While acknowledging nuance and variable circumstances, the then-director of UP Counseling Services Dr. Will Meek offered a general response that surprised me for erring on the side of inflexibility: it’s really important for faculty to set good boundaries and maintain high expectations when students have mental health concerns. His sense was that good boundaries and high expectations often give a reliable and helpful structure to the lives of students who are otherwise prone to drift and disengage. It is human to sympathize with the extra academic needs of students struggling with mental health concerns, but too much flexibility can sometimes encourage further disengagement.
There is no magic formula for setting perfect boundaries, but the suggestion here is that it is important for faculty and academic staff to think about intentionally and to draw on best practices. This is particularly true in two related domains: 1) class policies and procedures, and 2) interactions with students outside of the classroom.

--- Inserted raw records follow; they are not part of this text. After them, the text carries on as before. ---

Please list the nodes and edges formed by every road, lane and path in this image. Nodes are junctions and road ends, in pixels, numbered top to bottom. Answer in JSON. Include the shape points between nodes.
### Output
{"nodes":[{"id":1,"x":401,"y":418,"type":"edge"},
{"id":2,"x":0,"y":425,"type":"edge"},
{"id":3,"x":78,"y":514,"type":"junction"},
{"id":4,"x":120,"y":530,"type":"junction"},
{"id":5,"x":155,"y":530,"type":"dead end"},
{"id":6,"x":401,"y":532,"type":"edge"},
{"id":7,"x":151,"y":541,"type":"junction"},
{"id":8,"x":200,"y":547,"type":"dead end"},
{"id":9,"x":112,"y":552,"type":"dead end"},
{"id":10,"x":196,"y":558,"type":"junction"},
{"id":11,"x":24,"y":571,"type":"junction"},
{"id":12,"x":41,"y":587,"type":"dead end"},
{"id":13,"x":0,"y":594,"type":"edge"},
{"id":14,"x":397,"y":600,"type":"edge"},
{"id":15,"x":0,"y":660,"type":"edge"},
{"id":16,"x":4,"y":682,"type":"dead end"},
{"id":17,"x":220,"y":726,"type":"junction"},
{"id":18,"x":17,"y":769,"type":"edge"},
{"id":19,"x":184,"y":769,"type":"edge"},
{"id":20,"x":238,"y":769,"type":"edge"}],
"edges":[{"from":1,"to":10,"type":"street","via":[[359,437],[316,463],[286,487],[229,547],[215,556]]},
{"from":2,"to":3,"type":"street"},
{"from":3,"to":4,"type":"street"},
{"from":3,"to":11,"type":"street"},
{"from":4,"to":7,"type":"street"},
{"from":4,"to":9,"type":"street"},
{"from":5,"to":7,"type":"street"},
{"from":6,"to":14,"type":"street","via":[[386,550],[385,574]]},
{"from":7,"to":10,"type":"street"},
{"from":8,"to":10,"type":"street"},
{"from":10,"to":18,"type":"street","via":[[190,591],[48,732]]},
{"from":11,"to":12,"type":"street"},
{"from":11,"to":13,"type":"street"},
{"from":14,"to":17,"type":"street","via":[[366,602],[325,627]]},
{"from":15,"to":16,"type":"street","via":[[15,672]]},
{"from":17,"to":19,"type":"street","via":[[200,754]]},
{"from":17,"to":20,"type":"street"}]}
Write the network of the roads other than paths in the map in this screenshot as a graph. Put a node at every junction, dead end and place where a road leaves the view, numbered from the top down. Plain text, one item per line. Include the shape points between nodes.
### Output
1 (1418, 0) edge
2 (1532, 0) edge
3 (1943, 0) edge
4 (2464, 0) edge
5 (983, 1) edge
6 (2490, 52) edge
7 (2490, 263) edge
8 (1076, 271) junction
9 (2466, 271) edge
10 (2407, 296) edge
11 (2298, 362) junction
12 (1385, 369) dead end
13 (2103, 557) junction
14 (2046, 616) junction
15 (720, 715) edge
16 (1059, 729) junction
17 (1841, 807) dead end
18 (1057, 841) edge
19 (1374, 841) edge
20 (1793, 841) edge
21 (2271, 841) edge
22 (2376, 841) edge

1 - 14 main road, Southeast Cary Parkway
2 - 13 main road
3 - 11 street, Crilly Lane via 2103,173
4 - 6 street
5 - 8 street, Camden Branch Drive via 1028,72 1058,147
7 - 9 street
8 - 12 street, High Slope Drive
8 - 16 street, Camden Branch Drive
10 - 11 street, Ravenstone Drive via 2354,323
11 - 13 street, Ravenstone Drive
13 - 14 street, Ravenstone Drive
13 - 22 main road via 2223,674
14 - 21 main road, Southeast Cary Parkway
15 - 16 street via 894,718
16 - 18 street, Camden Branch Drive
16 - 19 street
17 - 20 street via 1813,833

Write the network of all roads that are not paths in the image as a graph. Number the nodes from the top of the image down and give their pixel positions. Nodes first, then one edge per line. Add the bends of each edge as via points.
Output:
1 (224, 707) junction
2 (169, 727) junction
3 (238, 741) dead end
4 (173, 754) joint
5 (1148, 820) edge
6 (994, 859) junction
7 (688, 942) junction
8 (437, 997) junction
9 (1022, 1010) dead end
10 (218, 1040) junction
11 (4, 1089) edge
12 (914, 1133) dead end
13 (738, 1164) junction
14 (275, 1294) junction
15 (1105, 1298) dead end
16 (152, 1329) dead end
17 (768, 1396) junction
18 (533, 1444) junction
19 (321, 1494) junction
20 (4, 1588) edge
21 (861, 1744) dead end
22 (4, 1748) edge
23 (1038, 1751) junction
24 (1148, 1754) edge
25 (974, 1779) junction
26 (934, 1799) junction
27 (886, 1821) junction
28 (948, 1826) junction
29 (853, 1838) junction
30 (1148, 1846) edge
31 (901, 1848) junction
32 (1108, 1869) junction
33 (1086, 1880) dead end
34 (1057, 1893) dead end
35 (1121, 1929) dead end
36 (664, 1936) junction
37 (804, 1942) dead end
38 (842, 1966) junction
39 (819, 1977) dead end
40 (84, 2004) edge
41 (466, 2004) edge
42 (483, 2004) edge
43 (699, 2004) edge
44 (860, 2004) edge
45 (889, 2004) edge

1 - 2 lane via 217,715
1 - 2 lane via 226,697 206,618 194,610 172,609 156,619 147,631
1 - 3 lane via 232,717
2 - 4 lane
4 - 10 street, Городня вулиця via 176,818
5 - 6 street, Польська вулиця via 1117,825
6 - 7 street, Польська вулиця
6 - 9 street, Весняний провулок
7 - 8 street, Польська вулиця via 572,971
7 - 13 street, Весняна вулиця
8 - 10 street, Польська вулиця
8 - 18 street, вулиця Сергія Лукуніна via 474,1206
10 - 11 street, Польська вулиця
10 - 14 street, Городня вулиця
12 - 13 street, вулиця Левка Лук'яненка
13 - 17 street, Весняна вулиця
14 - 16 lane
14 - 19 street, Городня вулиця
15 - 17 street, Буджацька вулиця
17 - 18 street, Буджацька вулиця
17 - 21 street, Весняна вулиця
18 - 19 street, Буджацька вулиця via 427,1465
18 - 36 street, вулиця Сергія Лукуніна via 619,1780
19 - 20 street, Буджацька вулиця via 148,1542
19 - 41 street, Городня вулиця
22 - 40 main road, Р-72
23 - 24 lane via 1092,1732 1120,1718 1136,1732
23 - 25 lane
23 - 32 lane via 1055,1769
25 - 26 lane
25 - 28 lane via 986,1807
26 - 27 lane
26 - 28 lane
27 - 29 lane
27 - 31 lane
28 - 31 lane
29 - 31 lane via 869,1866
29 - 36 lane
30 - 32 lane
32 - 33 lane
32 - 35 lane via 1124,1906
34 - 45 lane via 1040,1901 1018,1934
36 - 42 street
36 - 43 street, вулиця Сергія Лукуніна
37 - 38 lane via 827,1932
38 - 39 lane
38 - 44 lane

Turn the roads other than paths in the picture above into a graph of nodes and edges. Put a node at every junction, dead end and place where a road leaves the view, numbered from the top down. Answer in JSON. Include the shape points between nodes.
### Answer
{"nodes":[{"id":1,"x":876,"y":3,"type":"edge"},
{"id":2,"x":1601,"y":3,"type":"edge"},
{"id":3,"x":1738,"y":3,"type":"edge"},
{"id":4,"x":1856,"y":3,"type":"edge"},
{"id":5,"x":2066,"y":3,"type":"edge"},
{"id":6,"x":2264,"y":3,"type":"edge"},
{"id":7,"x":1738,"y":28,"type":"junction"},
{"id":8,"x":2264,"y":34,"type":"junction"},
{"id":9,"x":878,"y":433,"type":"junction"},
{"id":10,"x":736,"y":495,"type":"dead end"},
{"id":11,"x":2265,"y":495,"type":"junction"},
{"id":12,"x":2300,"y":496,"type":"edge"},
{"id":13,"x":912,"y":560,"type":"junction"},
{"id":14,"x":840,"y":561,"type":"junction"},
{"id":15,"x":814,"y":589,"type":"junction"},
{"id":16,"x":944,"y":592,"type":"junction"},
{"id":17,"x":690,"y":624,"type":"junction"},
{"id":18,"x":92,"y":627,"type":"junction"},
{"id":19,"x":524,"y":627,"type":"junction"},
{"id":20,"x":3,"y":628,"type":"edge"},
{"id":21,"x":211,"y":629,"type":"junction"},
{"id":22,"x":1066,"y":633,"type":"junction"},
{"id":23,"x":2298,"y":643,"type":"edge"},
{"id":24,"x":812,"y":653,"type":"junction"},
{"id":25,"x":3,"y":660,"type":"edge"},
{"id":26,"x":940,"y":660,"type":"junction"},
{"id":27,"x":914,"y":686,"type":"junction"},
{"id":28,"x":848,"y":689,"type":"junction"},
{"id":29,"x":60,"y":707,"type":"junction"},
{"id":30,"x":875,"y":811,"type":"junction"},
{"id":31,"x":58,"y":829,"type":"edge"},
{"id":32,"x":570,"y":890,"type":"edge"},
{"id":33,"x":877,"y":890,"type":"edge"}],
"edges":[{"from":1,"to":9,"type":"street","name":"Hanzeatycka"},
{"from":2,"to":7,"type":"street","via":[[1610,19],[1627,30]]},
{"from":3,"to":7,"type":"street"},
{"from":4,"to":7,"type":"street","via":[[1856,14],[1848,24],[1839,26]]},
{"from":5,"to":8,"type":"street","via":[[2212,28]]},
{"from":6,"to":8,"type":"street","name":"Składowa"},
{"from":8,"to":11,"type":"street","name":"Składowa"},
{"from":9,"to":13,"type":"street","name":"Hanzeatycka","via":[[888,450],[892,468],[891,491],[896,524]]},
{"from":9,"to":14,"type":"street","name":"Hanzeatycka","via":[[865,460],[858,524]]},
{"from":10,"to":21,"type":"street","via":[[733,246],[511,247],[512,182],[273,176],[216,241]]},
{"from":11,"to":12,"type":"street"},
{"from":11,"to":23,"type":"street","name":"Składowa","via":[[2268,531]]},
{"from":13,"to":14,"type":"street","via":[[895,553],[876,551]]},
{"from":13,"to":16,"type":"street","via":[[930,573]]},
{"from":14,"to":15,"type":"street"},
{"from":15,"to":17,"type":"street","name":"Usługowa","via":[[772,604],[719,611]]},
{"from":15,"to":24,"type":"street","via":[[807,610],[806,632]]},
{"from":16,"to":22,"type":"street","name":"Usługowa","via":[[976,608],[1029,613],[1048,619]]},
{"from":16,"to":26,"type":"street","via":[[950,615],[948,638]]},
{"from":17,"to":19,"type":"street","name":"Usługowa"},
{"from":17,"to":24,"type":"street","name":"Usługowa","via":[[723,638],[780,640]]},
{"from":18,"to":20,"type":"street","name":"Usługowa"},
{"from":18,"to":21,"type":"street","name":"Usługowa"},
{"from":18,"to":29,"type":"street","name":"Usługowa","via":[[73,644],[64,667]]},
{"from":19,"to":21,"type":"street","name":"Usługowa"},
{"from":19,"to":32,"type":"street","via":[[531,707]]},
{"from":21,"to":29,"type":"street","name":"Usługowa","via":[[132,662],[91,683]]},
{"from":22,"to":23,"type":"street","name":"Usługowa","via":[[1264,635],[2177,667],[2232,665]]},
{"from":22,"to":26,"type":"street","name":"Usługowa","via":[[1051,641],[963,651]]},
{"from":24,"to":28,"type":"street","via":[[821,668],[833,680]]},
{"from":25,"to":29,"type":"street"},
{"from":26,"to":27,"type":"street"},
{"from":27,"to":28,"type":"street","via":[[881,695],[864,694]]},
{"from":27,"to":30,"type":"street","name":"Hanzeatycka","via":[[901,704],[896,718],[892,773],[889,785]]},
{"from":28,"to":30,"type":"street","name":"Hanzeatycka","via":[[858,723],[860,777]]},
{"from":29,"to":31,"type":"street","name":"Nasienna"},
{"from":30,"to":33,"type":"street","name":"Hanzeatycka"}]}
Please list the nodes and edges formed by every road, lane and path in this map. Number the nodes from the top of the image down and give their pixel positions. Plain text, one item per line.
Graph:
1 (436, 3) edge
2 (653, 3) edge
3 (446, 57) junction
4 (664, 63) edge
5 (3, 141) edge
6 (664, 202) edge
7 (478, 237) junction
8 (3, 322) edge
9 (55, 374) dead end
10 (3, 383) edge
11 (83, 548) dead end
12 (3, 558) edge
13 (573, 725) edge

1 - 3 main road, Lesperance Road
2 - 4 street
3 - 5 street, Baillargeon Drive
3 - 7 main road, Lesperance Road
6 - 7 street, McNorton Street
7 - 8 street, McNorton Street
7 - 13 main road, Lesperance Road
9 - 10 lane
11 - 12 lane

What would it look like to think intentionally about these things? In an Inside Higher Ed article addressing the challenges of undertaking excess ‘emotional labor’, Kerry Ann Rockquemore offers the following:
“I encourage you to spend some time asking yourself: 1) What precisely are my responsibilities as a professor? 2) What are my students’ responsibilities? and 3) Where exactly does my responsibility end and my students’ responsibility begin? This clarity will help you to feel more comfortable defending your boundaries when students cross them, without any guilt whatsoever.”
In regard to class policies and procedures, one result of such thinking would be clear policies that are set out at the beginning of the semester with the right balance of challenge and support. Give students clear deadlines, and clear consequences. But also build in chances to learn from mistakes. Allow them to drop a quiz score or two, provide some choice on which writing assignments they submit, offer some free passes if they miss a class. And then be consistent and up front so that students know what to expect when, and be careful about exceptions.
As a ChronicleVitae article on the challenges of being an ‘empathic teacher’ by Tracey M. Lewis-Giggetts phrases it:
“I want to give students the benefit of the doubt each and every time. But I’ve come to learn that doing so doesn’t always help them. If anything, it enables them. So while I’ll offer second chances like extra-credit work or a make-up assignment — because I think those things really do exist in life — I never deviate from the initial rules of engagement in my classroom.”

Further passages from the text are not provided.